## Task requirements
Copy each line below holding "Vari".
=-=-=
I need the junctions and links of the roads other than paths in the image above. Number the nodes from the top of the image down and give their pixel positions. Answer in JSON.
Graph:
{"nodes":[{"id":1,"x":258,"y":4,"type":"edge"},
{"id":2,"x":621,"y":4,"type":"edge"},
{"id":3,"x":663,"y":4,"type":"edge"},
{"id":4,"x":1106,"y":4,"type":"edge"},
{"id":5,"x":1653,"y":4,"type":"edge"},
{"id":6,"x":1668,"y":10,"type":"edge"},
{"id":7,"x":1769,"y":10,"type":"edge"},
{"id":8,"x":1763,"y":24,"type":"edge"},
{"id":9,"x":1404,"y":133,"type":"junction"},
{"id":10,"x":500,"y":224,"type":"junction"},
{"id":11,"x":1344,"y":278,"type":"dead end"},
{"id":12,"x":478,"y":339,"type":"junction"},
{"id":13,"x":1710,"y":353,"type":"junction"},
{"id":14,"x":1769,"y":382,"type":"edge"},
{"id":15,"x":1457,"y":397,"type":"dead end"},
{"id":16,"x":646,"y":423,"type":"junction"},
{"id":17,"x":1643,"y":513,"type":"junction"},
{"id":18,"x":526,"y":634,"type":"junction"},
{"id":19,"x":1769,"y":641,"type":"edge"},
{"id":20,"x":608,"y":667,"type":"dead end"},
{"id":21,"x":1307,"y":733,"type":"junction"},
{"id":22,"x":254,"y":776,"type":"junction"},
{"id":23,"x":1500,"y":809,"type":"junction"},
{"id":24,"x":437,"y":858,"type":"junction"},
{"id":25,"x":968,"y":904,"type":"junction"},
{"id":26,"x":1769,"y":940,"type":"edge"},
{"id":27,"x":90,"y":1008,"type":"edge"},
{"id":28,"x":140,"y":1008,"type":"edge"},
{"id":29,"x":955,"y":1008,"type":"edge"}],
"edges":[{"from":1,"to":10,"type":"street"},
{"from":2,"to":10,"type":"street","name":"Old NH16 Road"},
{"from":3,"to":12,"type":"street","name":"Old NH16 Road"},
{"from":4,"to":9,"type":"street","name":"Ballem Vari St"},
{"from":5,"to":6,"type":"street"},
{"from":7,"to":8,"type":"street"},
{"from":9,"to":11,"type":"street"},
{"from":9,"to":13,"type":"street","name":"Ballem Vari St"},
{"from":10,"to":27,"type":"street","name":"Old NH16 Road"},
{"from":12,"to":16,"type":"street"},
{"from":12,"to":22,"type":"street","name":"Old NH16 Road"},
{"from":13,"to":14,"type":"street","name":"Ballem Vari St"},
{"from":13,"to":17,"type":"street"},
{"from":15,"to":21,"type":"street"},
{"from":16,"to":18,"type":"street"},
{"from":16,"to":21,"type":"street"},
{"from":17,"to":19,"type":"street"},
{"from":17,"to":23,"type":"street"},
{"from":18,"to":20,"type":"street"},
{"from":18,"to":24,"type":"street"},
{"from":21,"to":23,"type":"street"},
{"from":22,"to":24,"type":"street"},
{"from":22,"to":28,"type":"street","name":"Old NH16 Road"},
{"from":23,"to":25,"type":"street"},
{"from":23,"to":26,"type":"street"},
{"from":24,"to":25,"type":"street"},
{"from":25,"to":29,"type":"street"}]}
=-=-=
## Exercise output
{"from":4,"to":9,"type":"street","name":"Ballem Vari St"},
{"from":9,"to":13,"type":"street","name":"Ballem Vari St"},
{"from":13,"to":14,"type":"street","name":"Ballem Vari St"},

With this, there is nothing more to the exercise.